Matt, why do you think professional sports organizations that are usually so willing to infuse other Wisconsin-specific amenities into the game experience with local beer and food, regional promotions, and donations to area charities are fine snubbing Milwaukee (or Wisconsin) music with “Everybody Clap Your Hands” and laughably outdated concerts? Do you think the powers at be just oblivious? Or does novelty trump quality and local relevance when it comes to getting/keeping butts in the seats? How can it be changed?

Matt: When it comes to contentious sports/music issues, I turn to the lone voice of reason in a world gone insane: Huey Lewis. In a story republished by Deadspin last year, the “Power Of Love” crooner lays out five surprisingly compelling reasons why pre-recorded music should be banned from all sporting events. Number three is especially relevant to our discussion:

Furthermore, live acoustic music isn’t just authentic entertainment, it’s a boon to the local culture. The San Francisco 49ers used to have an 18-piece jazz band on the sidelines, complete with a cable car bell ringer, to perform between plays. The 49ers, and their San Francisco baseball counterparts the Giants, used to hire a local Dixieland combo to roam the stands and play. […] Think of all the people employed by a sporting event on game day (dancers, parking attendants, jugglers, vendors, Frisbee dog trainers, food service people, acrobats)… why not hire a few musicians? […]

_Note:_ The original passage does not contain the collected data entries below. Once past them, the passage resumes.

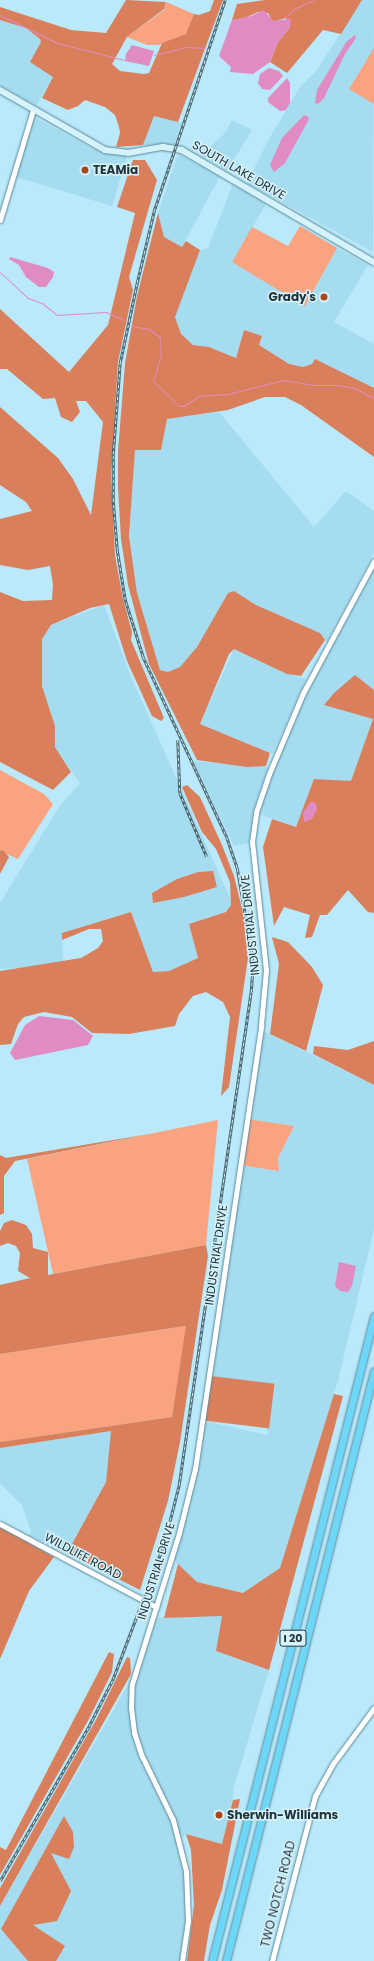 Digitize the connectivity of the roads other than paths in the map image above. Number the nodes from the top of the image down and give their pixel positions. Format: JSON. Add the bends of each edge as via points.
{"nodes":[{"id":1,"x":0,"y":90,"type":"edge"},
{"id":2,"x":33,"y":110,"type":"junction"},
{"id":3,"x":0,"y":220,"type":"edge"},
{"id":4,"x":374,"y":262,"type":"edge"},
{"id":5,"x":374,"y":561,"type":"edge"},
{"id":6,"x":374,"y":1316,"type":"edge"},
{"id":7,"x":374,"y":1371,"type":"edge"},
{"id":8,"x":0,"y":1524,"type":"edge"},
{"id":9,"x":156,"y":1607,"type":"junction"},
{"id":10,"x":374,"y":1708,"type":"edge"},
{"id":11,"x":182,"y":1961,"type":"edge"},
{"id":12,"x":212,"y":1961,"type":"edge"},
{"id":13,"x":226,"y":1961,"type":"edge"},
{"id":14,"x":272,"y":1961,"type":"edge"}],
"edges":[{"from":1,"to":2,"type":"main road","name":"SOUTH LAKE DRIVE"},
{"from":2,"to":3,"type":"street"},
{"from":2,"to":4,"type":"main road","name":"SOUTH LAKE DRIVE","via":[[106,150],[128,152],[161,147],[182,150]]},
{"from":5,"to":9,"type":"street","name":"INDUSTRIAL DRIVE","via":[[303,693],[256,812],[252,842],[266,970],[265,993],[199,1448],[188,1501]]},
{"from":6,"to":12,"type":"highway","number":"I 20"},
{"from":7,"to":13,"type":"highway","number":"I 20"},
{"from":8,"to":9,"type":"street","name":"WILDLIFE ROAD"},
{"from":9,"to":11,"type":"street","name":"INDUSTRIAL DRIVE","via":[[134,1677],[131,1713],[141,1754],[173,1820],[184,1858],[189,1908]]},
{"from":10,"to":14,"type":"street","name":"TWO NOTCH ROAD","via":[[332,1765],[315,1796]]}]}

Why not indeed, Huey. (Happily, he doesn’t call for banning Pre-Recorded Music from Summerfest.) I of course understand they reasons why the Brewers, the Admirals, or the Bucks choose safe, State Fair-level acts for their post- or halftime entertainment (they’re the same reasons why the State Fair chooses safe, State Fair-level acts), though I can’t understand why they don’t involve more local acts in their pregame stuff. There are exceptions, of course—Vic And Gab played before last season’s fan appreciation night for the Bucks—but those seem to be more cases of band management pulling strings than team management reaching out.

How to fix this? If this is truly a case of obliviousness, why not contact a local musician—or a local music-focused website—for suggestions on worthwhile and appropriate local music that could be incorporated into the fan experience? Seems simple to me? Any ideas from you, Tyler?

Tyler: Beyond my previous suggestions and your thoughts about seeking input from others in the know, all I can suggest is for those who have a role in booking pre-, post-, and in-game entertainment and selecting songs for the stadium/arena’s mix is to at least keep an eye on what’s going on in Wisconsin music. In the same way scouts saw value in athletes with in-state ties such as Jim Gantner, Bill Schroeder, Jared Abbrederis, Vinny Rottino, Jon Leuer, and various others along the way, scouting Wisconsin artists can be a great way to find value in unexpected places that. Yeah, not all those worked out, but in the case of local music, everybody wins, there’s only upside and the possibility of coming together to set the stage for great things for years to come, opposed to overpaying to bring in washed up veterans whose best days are behind them just for the sake of selling a few extra tickets.